After COVID-19 forced the cancellation of OzAsia’s live program in 2020, it is set to return from October 21 to November 7 this year with what new artistic director Annette Shun Wah describes as “the most significant showcase of contemporary Asian Australian artists that’s ever been seen”.

“We have so many world-class performers right here in Australia, and these first few shows that we’re announcing today are just the tip of an iceberg that includes world premieres and collaborations featuring some of Australia’s most respected artists alongside exciting new voices,” she said.

Chen’s Destinations, a show using electric keys, synthesizers and visual installations, will have its Australian premiere at Her Majesty’s Theatre during OzAsia. Other events announced today include a comedy special featuring performers such as Lawrence Leung, Nina Oyama and Jason Chong, and a new writing and ideas program to be hosted by former Adelaide Writers’ Week director Laura Kroetsch with guest curators Benjamin Law and Roanna Gonsalves.

A theatre highlight will be White Pearl, a satire about a start-up skincare company in Singapore whose TV commercial for its new range of “White Pearl” skin-whitening cream goes viral for all the wrong reasons. Read an interview with playwright Anchuli Felicia King on InReview.

-Suzie Keen

Social housing not keeping pace with national market: study

There are some 436,000 social housing dwellings in Australia accommodating more than 800,000 people, but the nation’s social stock is not keeping pace with growth in the rest of the housing sector, a new report says.

A study released on Wednesday by the Australian Institute of Health and Welfare showed the proportion of social housing decreased from 4.7 per cent of all dwellings in 2010 to 4.2 per cent last year.

Social housing is defined as public housing, community housing, state-owned and managed Indigenous housing, and Indigenous community housing.

“While the number of households in social housing has generally increased over the decade to mid-2020, social housing has not kept pace with the growth in the overall number of households in Australia,” the institute stated.

There were about 802,000 occupants in Australia’s social housing network in 2019/20, up from 797,100 the previous year.

Across all social housing, 62 per cent of occupants were women, and 49 per cent were aged 40 years or older.

The report also found demand for Commonwealth rental assistance climbed sharply last year as COVID-19 took a toll on the economy, with the number of families receiving the supplement payment rising from 1.29 million in 2019 to 1.7 million in late June last year.

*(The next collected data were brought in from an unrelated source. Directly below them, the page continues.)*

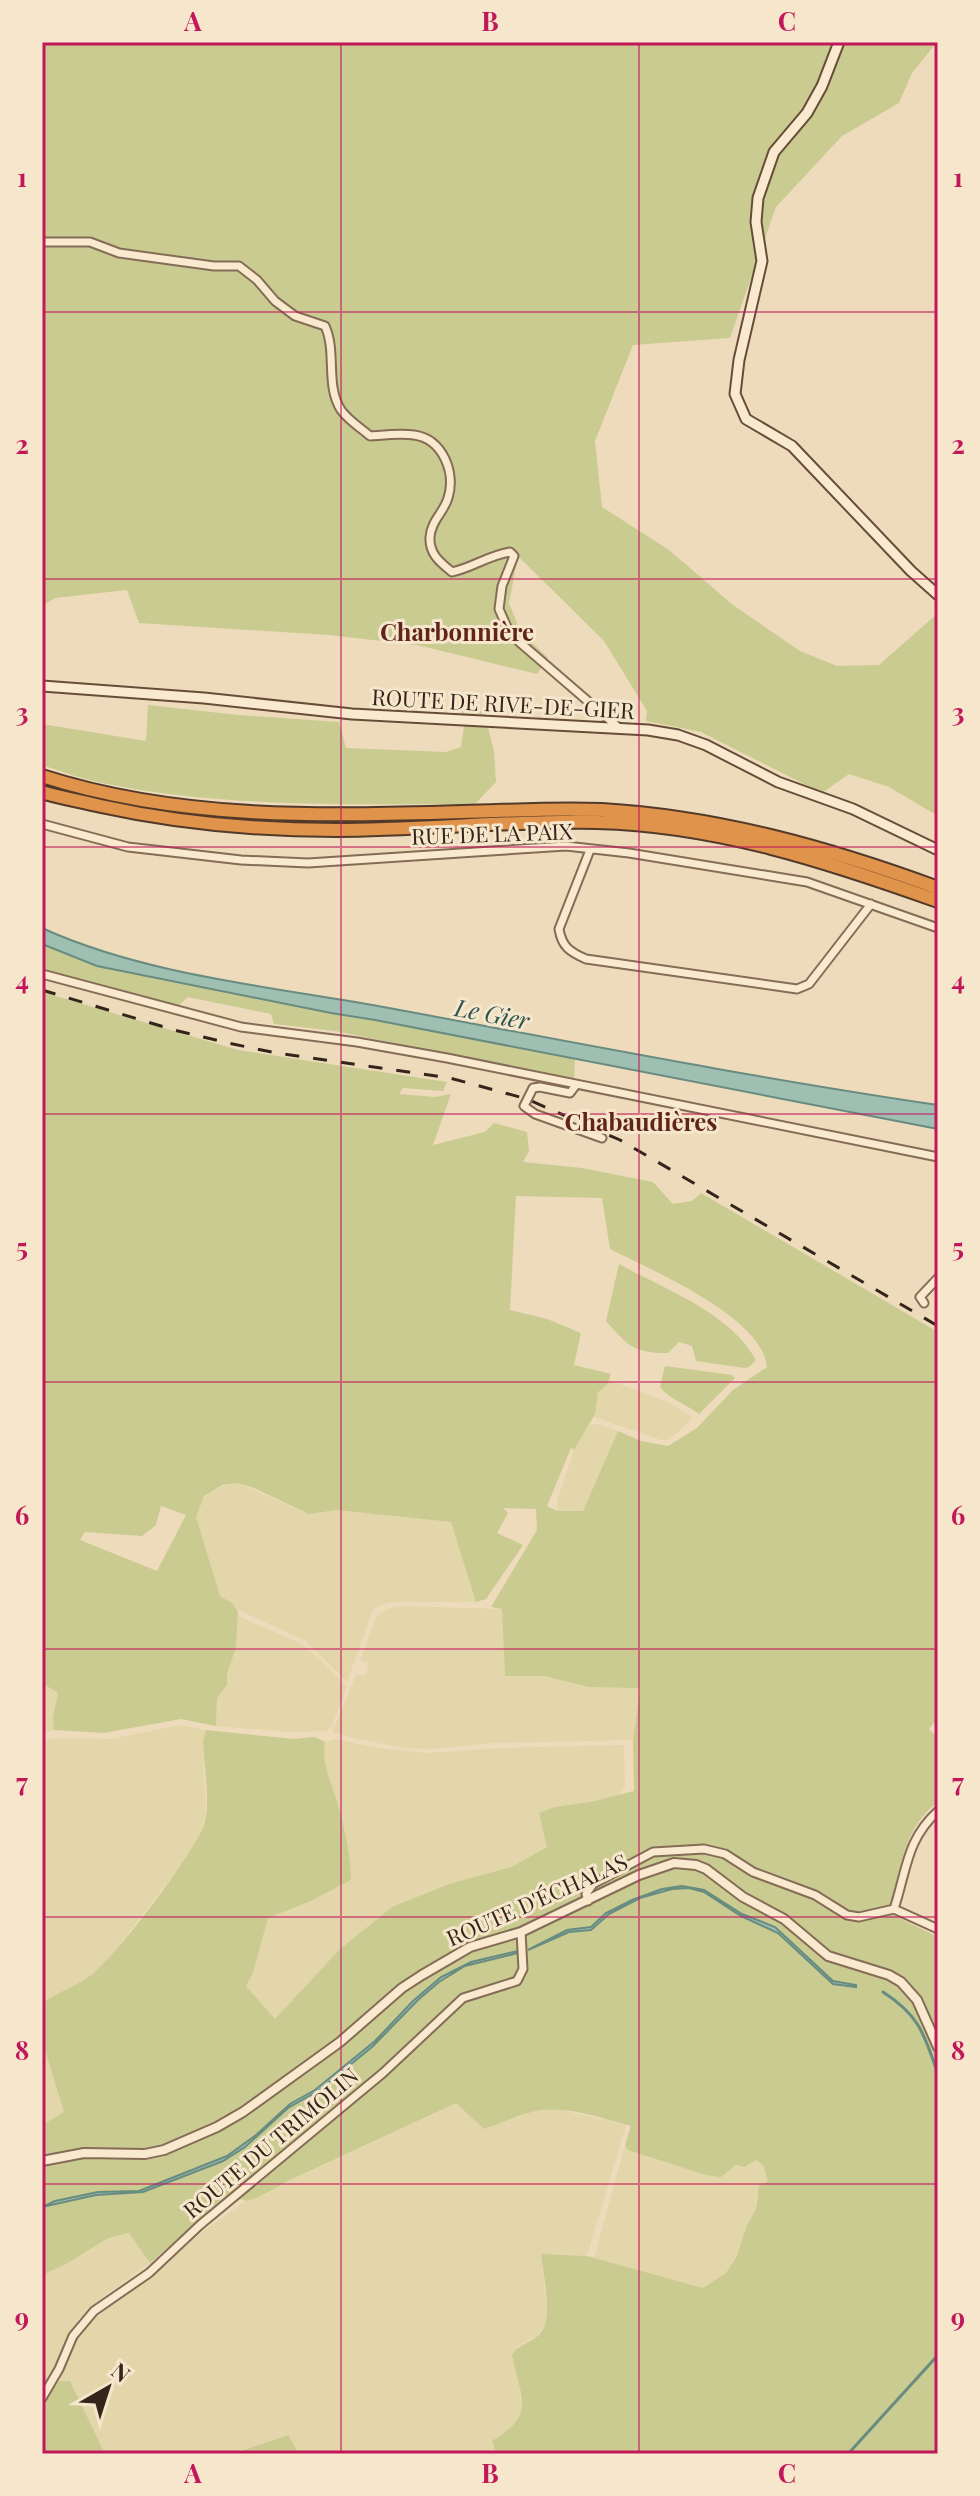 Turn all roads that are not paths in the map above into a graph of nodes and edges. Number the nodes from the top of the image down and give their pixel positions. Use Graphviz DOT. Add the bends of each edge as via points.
graph roads {
  1 [pos="839,42"];
  2 [pos="42,242"];
  3 [pos="938,595"];
  4 [pos="42,686"];
  5 [pos="619,728"];
  6 [pos="42,776"];
  7 [pos="42,792"];
  8 [pos="42,824"];
  9 [pos="590,850"];
  10 [pos="938,850"];
  11 [pos="938,888"];
  12 [pos="938,901"];
  13 [pos="871,904"];
  14 [pos="938,928"];
  15 [pos="42,974"];
  16 [pos="576,1085"];
  17 [pos="602,1138"];
  18 [pos="938,1157"];
  19 [pos="938,1278"];
  20 [pos="924,1303"];
  21 [pos="938,1811"];
  22 [pos="588,1901"];
  23 [pos="894,1909"];
  24 [pos="938,1929"];
  25 [pos="521,1932"];
  26 [pos="938,2047"];
  27 [pos="42,2161"];
  28 [pos="42,2398"];
  1 -- 3 [label="main road" via="807,113 774,152 758,198 762,261 735,394 746,419 792,446"];
  2 -- 5 [label="street" via="90,242 119,253 239,266 295,316 325,326 340,408 370,436 417,435 446,459 452,478 430,538 434,557 452,572 510,552 514,556 499,609 510,634"];
  4 -- 5 [label="main road, ROUTE DE RIVE-DE-GIER" via="352,714"];
  5 -- 10 [label="main road, ROUTE DE RIVE-DE-GIER" via="678,735 706,745 778,782 853,809"];
  6 -- 11 [label="highway" via="134,800 253,813 601,810 663,816 783,838"];
  7 -- 12 [label="highway" via="142,815 231,826 336,830 598,822 662,827 785,850"];
  8 -- 9 [label="street, RUE DE LA PAIX" via="128,847 241,860 308,863 552,847"];
  9 -- 13 [label="street, RUE DE LA PAIX" via="807,882"];
  9 -- 13 [label="street" via="559,929 561,943 586,959 797,989 809,984"];
  13 -- 14 [label="street, RUE DE LA PAIX"];
  15 -- 16 [label="street" via="241,1027 357,1042"];
  16 -- 17 [label="street" via="570,1093 533,1088 524,1106"];
  16 -- 18 [label="street"];
  19 -- 20 [label="street" via="920,1297"];
  21 -- 23 [label="street" via="911,1845"];
  22 -- 23 [label="street" via="593,1884 653,1852 704,1849 815,1895 847,1915"];
  22 -- 25 [label="street, ROUTE D'ÉCHALAS"];
  22 -- 26 [label="street, ROUTE D'ÉCHALAS" via="665,1865 706,1869 784,1919 828,1956 901,1982 917,2000"];
  23 -- 24 [label="street"];
  25 -- 27 [label="street, ROUTE D'ÉCHALAS" via="470,1947 422,1975 340,2042 217,2127 152,2153 84,2153"];
  25 -- 28 [label="street, ROUTE DU TRIMOLIN" via="523,1969 517,1981 463,1998 164,2260 94,2311 73,2336"];
}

The previous peak of that figure was 1.35 million in 2016.

Of those people on rent assistance, 38 per cent were also on JobSeeker payments – up on the 20 per cent in 2019.

The report also showed the number of single, no children, shared income units on Commonwealth rental assistance nearly doubled, from 163,300 to 321,900.

Nearly a third, or 29 per cent, of individuals or families on rent assistance were still considered to be in rental stress.